Bible of the Devil – neues Album am 8. Mai 2012

BIBLE OF THE DEVIL legen nach einer längeren Pause mit „For the Love of Thugs and Fools“ ihr sechstes Album vor. Das Rock’n’Roll Metal Quartett aus Chicago bringt eine powervolle, vor Energie sprühende Rock’n’Roll Scheibe die zu hören sich definitiv lohnt.Die Band verarbeitet nach eigenen Aussagen in den aktuellen neun Songs jene Umstände, welche sie in den Jahren seit der letzten Studioscheibe geprägt haben.
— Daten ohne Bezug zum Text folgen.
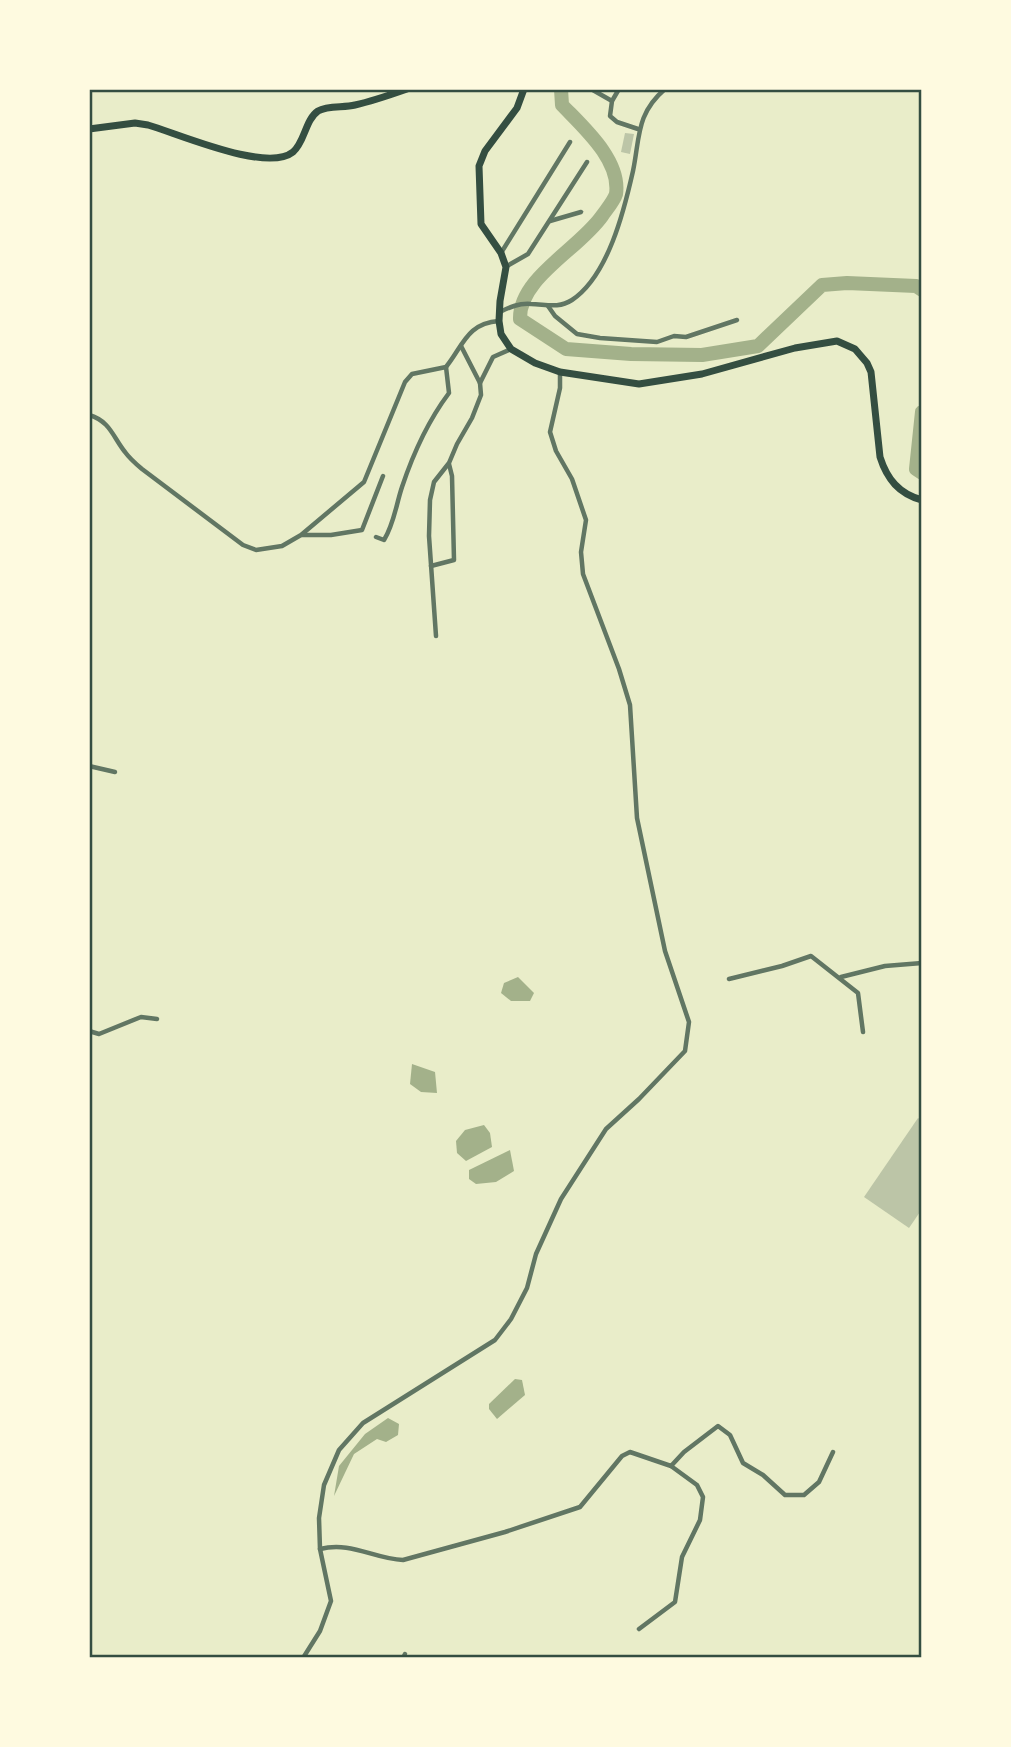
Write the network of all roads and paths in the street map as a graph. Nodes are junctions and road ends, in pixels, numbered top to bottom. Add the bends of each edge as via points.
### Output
1 (407, 89) edge
2 (524, 89) edge
3 (592, 89) edge
4 (619, 89) edge
5 (665, 89) edge
6 (612, 101) junction
7 (89, 129) edge
8 (638, 129) junction
9 (570, 142) dead end
10 (587, 162) dead end
11 (581, 212) dead end
12 (549, 221) junction
13 (500, 253) junction
14 (506, 267) junction
15 (548, 306) junction
16 (499, 312) junction
17 (737, 320) dead end
18 (499, 321) junction
19 (461, 346) junction
20 (511, 349) junction
21 (446, 367) junction
22 (560, 372) junction
23 (480, 383) junction
24 (89, 415) edge
25 (449, 463) junction
26 (383, 476) dead end
27 (922, 500) edge
28 (301, 536) junction
29 (376, 537) dead end
30 (431, 566) junction
31 (436, 636) dead end
32 (89, 766) edge
33 (115, 772) dead end
34 (922, 963) edge
35 (840, 977) junction
36 (729, 979) dead end
37 (157, 1019) dead end
38 (89, 1031) edge
39 (863, 1032) dead end
40 (833, 1452) dead end
41 (671, 1466) junction
42 (320, 1549) junction
43 (639, 1629) dead end
44 (303, 1658) edge

1 - 7 main road via 353,106 318,111 297,148 284,158 240,155 135,123
2 - 13 main road via 517,108 479,166 481,225
3 - 6 street
4 - 6 street
5 - 8 street via 644,113
6 - 8 street via 610,116
8 - 15 street via 622,215 598,272 571,301
9 - 13 street
10 - 12 street
11 - 12 street
12 - 14 street via 528,254
13 - 14 main road
14 - 16 main road
15 - 16 street via 529,303
15 - 17 street via 577,334 600,338 657,342
16 - 18 main road
18 - 19 street via 474,328
18 - 20 main road
19 - 21 street
19 - 23 street
20 - 22 main road
20 - 23 street via 493,357
21 - 28 street via 412,374 405,382 364,482
21 - 29 street via 449,393 432,415 389,531 384,540
22 - 27 main road via 639,384 716,372 817,343 847,344 861,355 874,381 884,468 901,492
22 - 42 street via 550,432 586,520 583,574 630,705 637,818 665,951 689,1032 685,1051 606,1129 585,1160 536,1254 527,1288 495,1340 363,1423 339,1450 324,1485 318,1518
23 - 25 street via 481,395
24 - 28 street via 109,426 142,469 243,545 256,550
25 - 30 street via 434,482 430,500
25 - 30 street via 454,557 452,562
26 - 28 street via 362,530
30 - 31 street
32 - 33 street
34 - 35 street
35 - 36 street via 811,956
35 - 39 street via 858,993
37 - 38 street via 141,1017 99,1034
40 - 41 street via 818,1482 804,1496 785,1495 743,1463 730,1435 718,1426
41 - 42 street via 630,1452 580,1507 415,1558 391,1560 334,1546
41 - 43 street via 697,1485 703,1497 700,1520 682,1557 675,1602
42 - 44 street via 331,1601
Dabei kommen ihre Stellungnahmen auch zu Personen in ihrem Umfeld heraus:

„For The Love Of Thugs And Fools“ is viewed by the band as a document of the many characters they have encountered through the life of the band, whether it be in love, loss, friendship, or hatred.“

Die Mannen um Mark Hoffmann spielen aus meiner Sicht eine Rock – Metal Mischung, wobei rockige und bluesige Elemente überwiegen. Metal? Höchstens, wenn damit eine Metaladaption gemeint ist, welche das postindustrielle Chicago repräsentiert. So richtig „die Autobauerstadt“ ist da nicht, und so „richtig Metal“ sind BIBLE OF THE DEVIL auch nicht. Das ist aber nicht negativ zu verstehen. Der Sound von BIBLE OF THE DEVIL erinnert mich stark an „New York Blues“ wie ihn ein Popa Chubby spielt. Das hat auch viel mehr mit Rock als mit Blues zu tun. BIBLE OF THE DEVIL sind dabei etwas weniger straight und schmutzig, auch weniger gitarrenlastig als die New Yorker Fraktion. Stimmlich erinnern BIBLE OF THE DEVIL ein wenig an Motorhead-Ikone Lemmy Kilmister, allerdings ohne dessen Whiskey-Groove. Musikalisch ist es solider, geradliniger Rock mit leichtem Metaleinschlag, der in gewissen Teilen an Rockbands wie AC/DC erinnert („Sexual Ouverture/Away“), deren Eigenständigkeit allerdings bei weitem nicht erreicht.

„For the Love of Thugs and Fools“ ist ein Album mit richtig guten Rocknummern wie etwa „The Parcher“ oder „Can’t Turn Off the Sun“ – Letztere ist mein persönlicher Favorit. Richtig stark finde ich „I Know What is Right (In the Night)“ und „Yer Boy“. So muss Blues Rock klingen, so müssen Gitarren jammern und heulen und so muss sich eine Bassline von der Theke auf die Bühne schleppen. Gute alte Schule. Zwar noch nicht so fetzig wie die alten Nummern der Texas Blues Kameraden von ZZ TOP, aber gutes Handwerk, das man sich durchaus antun darf.